*TASK:* If a line includes the word "HALLFRED", it belongs in the count; state the total for the data below and add nothing.

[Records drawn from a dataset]

______

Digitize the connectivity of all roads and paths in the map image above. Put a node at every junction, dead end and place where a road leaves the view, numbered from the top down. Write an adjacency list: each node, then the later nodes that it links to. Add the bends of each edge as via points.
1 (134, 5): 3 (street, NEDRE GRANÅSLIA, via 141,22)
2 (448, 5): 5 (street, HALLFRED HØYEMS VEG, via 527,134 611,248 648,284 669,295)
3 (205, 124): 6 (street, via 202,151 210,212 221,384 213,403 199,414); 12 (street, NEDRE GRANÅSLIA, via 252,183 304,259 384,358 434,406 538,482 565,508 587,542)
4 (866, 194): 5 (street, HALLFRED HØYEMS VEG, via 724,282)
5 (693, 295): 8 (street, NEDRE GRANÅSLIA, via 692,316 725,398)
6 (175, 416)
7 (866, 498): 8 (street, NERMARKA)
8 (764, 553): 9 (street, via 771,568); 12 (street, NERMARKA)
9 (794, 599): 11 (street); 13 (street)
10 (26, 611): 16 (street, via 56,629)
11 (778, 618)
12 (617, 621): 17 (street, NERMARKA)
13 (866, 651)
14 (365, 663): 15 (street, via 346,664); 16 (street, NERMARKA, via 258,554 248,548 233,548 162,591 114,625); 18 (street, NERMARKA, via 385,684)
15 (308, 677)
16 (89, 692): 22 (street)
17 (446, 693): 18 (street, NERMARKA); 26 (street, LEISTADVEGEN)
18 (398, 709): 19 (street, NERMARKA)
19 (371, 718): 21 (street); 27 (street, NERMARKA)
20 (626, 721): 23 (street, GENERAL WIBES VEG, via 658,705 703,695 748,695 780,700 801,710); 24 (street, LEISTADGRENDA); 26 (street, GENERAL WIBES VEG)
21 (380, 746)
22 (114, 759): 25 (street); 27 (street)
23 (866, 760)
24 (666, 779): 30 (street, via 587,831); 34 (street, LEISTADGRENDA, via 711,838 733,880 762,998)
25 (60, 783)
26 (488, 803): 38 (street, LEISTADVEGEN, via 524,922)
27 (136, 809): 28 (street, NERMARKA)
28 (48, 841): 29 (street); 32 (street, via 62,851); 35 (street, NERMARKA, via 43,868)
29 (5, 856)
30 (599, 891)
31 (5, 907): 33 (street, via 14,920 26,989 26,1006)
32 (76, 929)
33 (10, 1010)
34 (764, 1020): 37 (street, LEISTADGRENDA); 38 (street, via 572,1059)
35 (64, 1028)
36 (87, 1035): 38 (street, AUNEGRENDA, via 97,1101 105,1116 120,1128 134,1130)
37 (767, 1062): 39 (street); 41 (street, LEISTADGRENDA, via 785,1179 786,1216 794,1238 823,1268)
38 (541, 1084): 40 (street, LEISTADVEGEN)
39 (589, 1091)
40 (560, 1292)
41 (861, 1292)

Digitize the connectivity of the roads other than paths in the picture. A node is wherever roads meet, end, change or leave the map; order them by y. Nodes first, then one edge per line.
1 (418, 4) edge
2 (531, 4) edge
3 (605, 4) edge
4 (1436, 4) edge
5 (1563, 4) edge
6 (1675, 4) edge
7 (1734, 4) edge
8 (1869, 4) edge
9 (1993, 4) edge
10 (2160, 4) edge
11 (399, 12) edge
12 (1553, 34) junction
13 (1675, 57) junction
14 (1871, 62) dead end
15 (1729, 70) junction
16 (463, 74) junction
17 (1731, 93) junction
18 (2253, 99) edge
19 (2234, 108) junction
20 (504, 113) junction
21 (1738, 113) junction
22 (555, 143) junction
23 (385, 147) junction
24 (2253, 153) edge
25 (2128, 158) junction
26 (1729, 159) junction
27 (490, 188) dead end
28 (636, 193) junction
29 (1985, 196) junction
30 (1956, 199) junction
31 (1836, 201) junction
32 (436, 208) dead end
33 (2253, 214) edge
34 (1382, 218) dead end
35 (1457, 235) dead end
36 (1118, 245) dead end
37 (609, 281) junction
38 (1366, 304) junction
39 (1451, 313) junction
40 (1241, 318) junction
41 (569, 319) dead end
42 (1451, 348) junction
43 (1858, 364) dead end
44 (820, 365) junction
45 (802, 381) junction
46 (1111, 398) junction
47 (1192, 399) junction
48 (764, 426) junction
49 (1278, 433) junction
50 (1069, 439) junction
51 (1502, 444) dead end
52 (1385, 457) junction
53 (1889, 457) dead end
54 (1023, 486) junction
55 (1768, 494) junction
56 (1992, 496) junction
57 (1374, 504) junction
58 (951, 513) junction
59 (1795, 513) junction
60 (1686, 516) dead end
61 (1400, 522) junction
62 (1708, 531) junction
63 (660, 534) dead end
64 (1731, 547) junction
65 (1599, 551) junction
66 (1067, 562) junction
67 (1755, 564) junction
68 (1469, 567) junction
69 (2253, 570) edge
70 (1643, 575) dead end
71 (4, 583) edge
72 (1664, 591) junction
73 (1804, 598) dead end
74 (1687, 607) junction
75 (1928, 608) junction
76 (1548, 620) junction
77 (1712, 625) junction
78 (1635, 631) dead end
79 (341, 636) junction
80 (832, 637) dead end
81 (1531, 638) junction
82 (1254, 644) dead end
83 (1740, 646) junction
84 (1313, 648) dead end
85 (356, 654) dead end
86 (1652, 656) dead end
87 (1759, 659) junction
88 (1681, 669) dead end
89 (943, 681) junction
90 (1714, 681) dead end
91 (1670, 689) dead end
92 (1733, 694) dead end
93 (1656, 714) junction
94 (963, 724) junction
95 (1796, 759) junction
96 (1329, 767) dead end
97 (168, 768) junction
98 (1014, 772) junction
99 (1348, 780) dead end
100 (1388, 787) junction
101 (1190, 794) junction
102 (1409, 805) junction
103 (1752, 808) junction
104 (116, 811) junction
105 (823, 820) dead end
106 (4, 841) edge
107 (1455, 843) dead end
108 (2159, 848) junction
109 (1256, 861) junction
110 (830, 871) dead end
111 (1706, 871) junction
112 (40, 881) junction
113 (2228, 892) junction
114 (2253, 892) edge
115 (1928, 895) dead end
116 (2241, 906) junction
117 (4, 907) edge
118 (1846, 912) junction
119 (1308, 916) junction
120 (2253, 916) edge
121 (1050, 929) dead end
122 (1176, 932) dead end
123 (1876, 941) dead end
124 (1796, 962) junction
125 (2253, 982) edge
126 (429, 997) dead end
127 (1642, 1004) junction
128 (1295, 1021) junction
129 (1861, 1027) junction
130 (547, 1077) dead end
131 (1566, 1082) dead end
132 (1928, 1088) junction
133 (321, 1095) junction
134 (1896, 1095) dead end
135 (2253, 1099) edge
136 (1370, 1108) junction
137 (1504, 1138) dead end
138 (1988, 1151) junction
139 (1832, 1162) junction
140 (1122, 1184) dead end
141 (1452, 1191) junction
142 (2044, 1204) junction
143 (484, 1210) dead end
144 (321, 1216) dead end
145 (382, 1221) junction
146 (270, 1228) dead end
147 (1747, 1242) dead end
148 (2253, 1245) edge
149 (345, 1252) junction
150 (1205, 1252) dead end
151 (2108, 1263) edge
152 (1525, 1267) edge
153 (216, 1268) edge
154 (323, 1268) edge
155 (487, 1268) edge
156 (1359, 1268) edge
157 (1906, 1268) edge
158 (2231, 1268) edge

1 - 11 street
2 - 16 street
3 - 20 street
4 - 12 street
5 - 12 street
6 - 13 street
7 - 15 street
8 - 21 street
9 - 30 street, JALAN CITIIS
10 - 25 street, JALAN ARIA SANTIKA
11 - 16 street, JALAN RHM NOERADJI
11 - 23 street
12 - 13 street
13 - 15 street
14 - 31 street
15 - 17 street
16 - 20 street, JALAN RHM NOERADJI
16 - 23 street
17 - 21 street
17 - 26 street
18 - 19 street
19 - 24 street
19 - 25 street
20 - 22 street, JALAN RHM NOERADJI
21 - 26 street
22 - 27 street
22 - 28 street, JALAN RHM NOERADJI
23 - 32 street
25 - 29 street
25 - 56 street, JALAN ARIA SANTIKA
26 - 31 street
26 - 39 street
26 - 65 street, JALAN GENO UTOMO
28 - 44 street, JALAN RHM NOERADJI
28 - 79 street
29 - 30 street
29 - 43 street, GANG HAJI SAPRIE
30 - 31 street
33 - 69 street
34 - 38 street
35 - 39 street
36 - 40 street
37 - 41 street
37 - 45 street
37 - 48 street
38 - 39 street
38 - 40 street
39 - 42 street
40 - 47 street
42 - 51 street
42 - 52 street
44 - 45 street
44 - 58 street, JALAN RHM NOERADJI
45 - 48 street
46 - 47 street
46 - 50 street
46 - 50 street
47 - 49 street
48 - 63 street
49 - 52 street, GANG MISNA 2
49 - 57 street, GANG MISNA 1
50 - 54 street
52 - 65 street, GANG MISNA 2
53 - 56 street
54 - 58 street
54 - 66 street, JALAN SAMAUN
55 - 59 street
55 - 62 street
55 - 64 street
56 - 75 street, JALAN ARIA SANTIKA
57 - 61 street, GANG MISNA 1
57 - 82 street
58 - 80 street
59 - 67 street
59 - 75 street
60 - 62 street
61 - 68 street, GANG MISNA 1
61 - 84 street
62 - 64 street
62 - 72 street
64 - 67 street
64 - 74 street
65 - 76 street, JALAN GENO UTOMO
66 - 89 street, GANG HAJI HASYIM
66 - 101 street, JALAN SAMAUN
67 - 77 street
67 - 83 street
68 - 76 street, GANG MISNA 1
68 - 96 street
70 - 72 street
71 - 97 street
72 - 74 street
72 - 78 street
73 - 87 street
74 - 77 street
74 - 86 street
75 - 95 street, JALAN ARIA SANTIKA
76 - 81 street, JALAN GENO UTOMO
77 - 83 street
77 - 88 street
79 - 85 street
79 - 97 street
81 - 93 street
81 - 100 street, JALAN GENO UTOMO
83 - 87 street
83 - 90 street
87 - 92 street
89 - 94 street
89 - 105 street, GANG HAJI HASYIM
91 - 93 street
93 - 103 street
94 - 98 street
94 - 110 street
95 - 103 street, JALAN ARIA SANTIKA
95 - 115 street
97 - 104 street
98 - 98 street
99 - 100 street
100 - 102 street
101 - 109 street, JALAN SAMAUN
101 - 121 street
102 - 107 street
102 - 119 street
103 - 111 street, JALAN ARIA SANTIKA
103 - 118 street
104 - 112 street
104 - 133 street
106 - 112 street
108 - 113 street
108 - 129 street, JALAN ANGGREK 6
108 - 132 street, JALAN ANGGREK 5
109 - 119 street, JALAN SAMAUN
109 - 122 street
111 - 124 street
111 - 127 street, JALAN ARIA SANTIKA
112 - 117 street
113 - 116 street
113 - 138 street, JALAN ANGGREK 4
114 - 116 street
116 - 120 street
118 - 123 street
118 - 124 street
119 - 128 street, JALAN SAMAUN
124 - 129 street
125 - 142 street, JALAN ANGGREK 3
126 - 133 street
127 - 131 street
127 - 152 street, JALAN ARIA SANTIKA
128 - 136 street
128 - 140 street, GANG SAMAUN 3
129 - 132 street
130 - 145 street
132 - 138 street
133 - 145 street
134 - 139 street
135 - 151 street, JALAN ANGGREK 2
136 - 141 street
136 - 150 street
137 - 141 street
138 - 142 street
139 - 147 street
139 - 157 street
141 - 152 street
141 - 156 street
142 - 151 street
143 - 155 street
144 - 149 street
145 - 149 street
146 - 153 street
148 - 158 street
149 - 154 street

______

*EXERCISE SOLUTION:* 2